Work instructions: Select, from the material below, each line with "place" in it.

Extracted material:
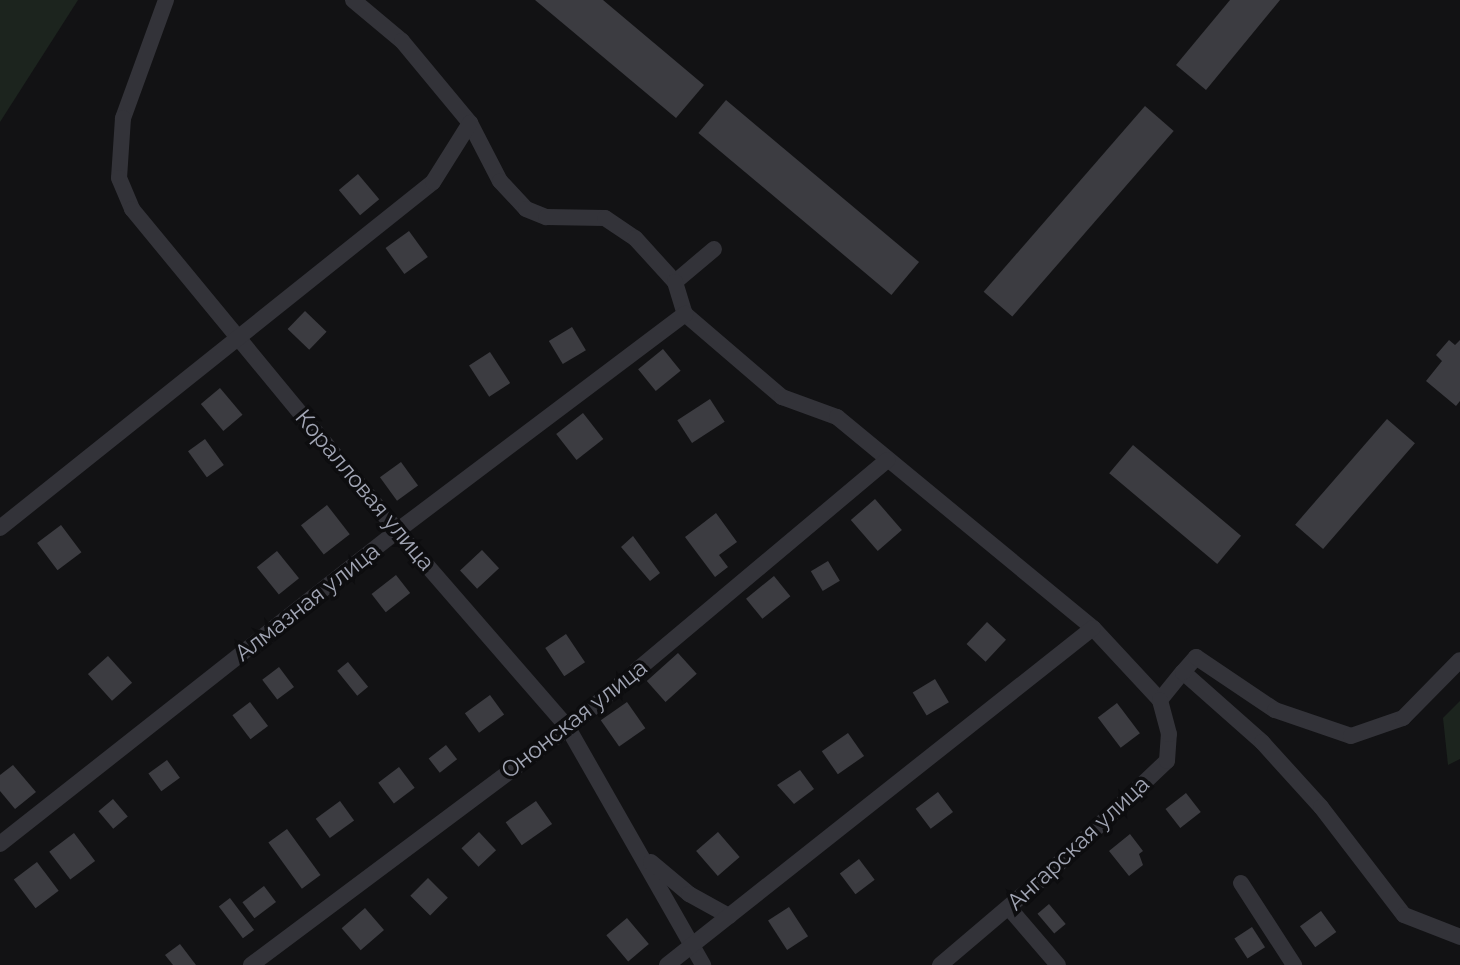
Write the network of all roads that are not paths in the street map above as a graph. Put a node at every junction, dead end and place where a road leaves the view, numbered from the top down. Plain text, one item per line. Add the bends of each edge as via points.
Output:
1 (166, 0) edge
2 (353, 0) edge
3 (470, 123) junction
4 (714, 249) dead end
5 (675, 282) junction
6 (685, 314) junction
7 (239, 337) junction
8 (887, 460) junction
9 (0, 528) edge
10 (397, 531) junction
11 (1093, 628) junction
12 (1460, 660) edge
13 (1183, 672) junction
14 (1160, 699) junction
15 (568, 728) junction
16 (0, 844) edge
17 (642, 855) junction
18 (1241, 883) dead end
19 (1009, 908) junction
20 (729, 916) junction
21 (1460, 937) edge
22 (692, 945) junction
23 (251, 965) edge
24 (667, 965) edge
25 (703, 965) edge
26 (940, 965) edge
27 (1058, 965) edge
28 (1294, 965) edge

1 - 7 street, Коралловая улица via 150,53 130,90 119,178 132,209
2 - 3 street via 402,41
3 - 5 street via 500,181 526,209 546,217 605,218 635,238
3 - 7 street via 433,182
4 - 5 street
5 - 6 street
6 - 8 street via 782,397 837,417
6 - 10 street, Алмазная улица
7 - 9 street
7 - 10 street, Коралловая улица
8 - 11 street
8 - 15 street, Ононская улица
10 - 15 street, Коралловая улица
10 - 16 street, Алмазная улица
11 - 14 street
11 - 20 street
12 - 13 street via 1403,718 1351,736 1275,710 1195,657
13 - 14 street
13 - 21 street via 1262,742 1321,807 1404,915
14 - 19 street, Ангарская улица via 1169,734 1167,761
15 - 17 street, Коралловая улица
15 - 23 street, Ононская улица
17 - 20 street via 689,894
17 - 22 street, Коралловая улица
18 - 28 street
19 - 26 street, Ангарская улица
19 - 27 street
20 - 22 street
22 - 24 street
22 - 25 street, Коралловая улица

* * *

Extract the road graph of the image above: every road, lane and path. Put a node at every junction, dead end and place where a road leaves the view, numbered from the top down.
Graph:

--

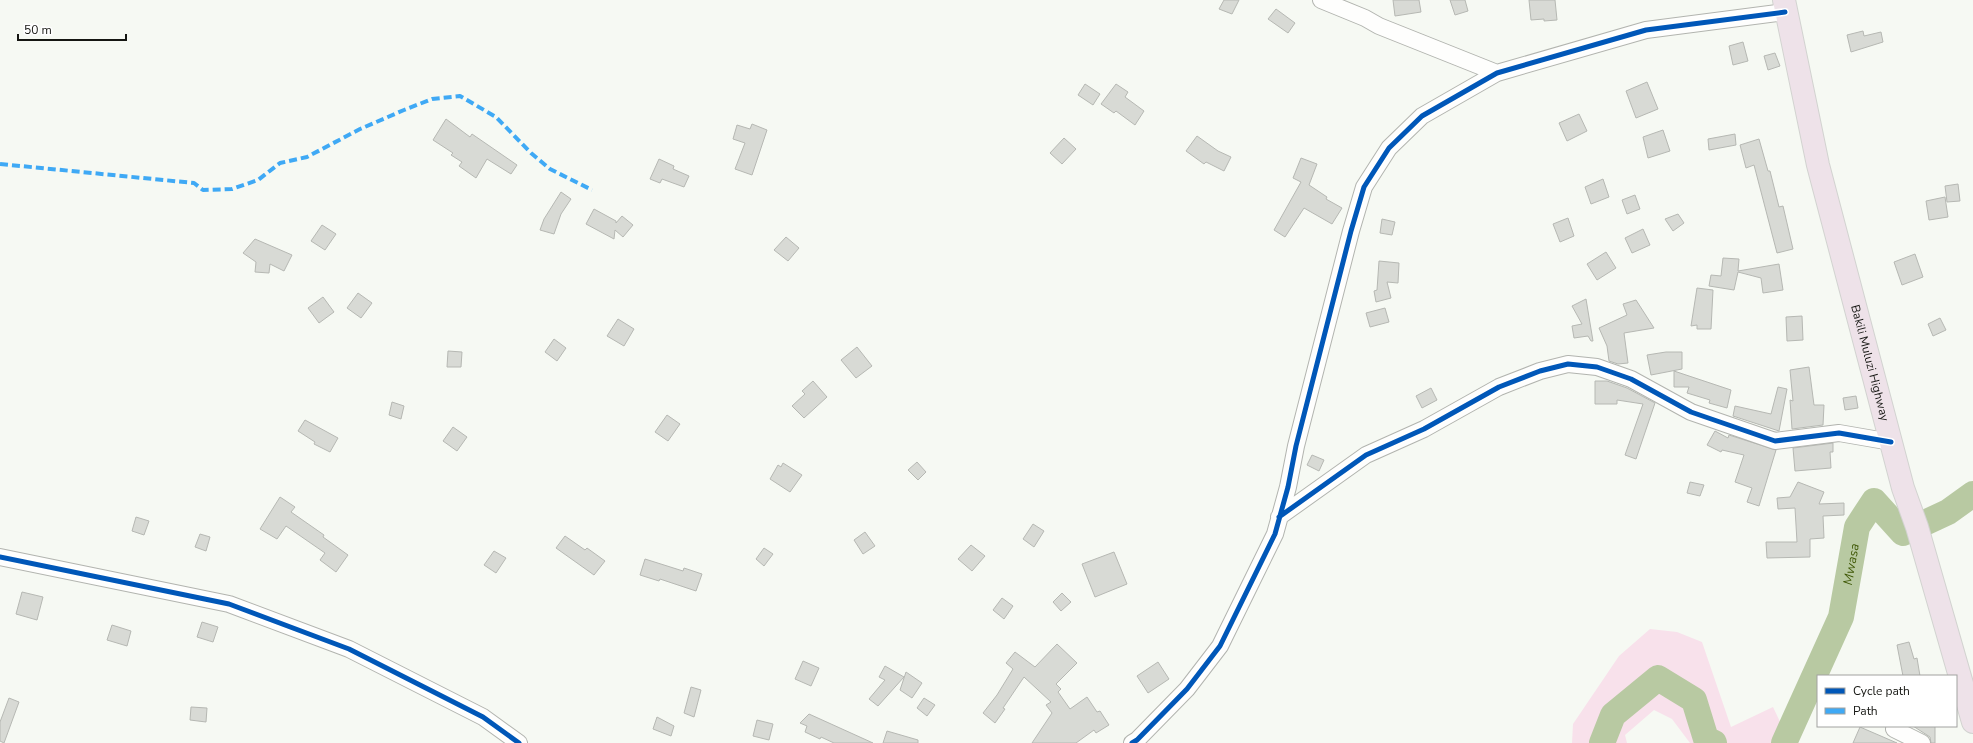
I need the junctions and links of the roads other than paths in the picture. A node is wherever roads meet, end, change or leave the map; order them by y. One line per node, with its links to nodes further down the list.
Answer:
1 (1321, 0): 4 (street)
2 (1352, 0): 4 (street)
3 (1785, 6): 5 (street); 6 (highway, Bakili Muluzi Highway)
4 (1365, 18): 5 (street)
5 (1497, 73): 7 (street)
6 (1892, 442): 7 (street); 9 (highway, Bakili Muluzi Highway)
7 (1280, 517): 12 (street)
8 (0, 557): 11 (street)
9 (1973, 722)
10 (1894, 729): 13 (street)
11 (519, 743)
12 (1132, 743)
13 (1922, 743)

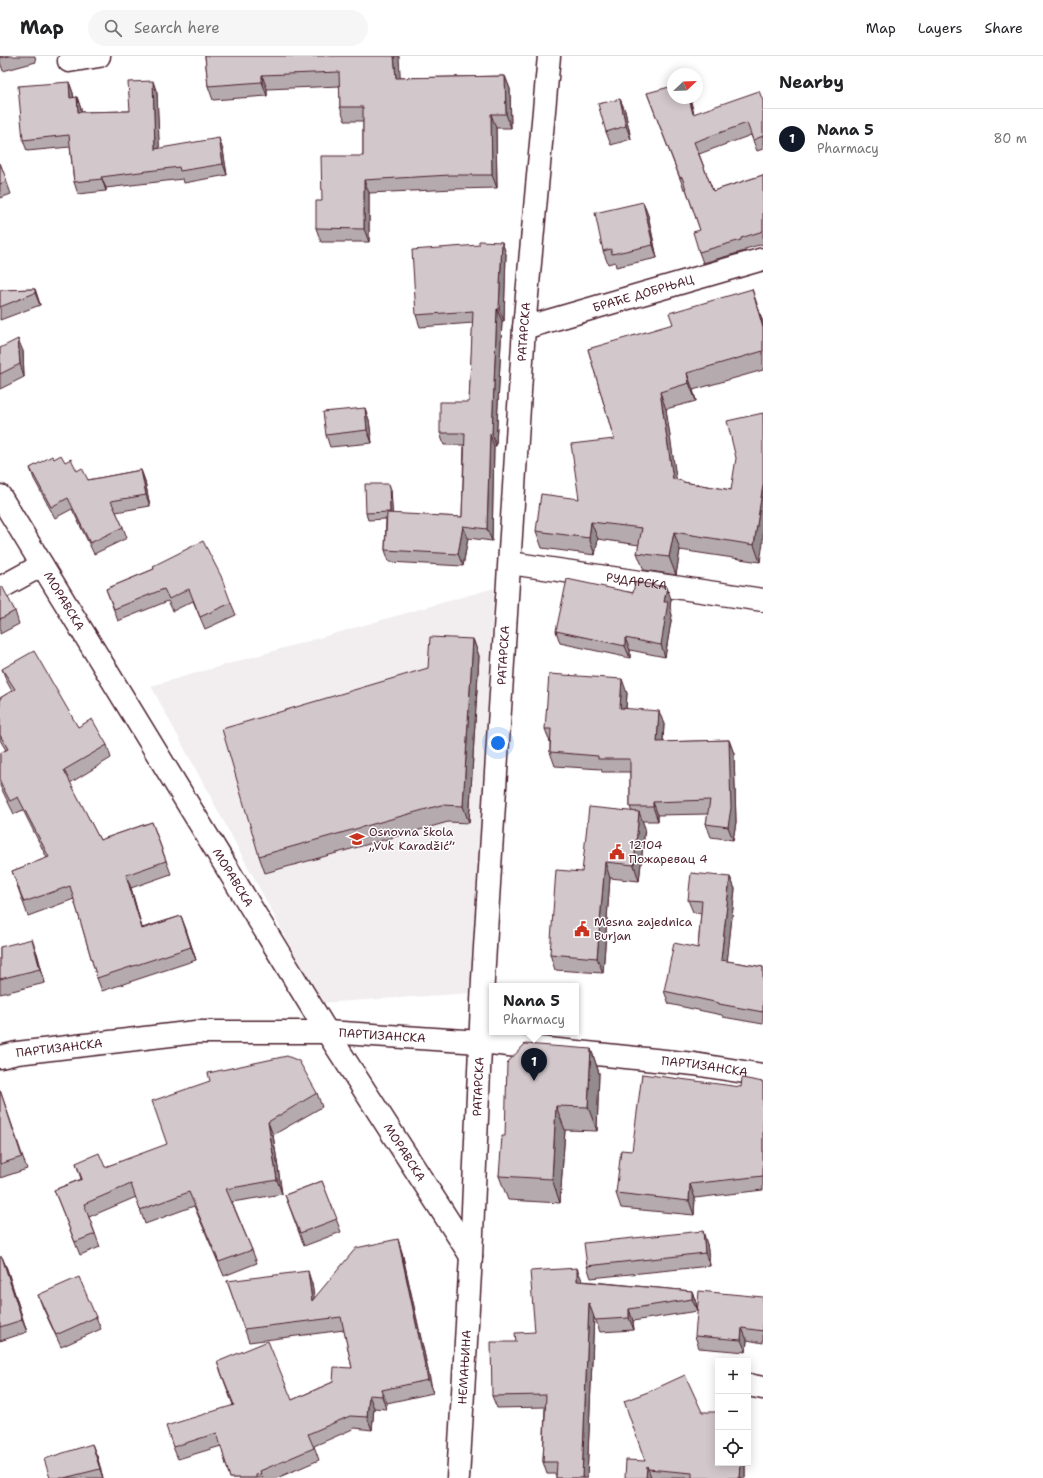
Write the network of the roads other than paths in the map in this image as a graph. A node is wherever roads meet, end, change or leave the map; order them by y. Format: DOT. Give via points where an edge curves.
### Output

Response:
Write the network of all roads that are not paths in the street map above as a graph. Put a node at every junction, dead end and place where a road leaves the view, numbered from the top down. Plain text, one item per line. Add the bends of each edge as via points.
Extract the road graph of the image above: every road, lane and path. Put a node at every junction, dead end and place where a road leaves the view, numbered from the top down.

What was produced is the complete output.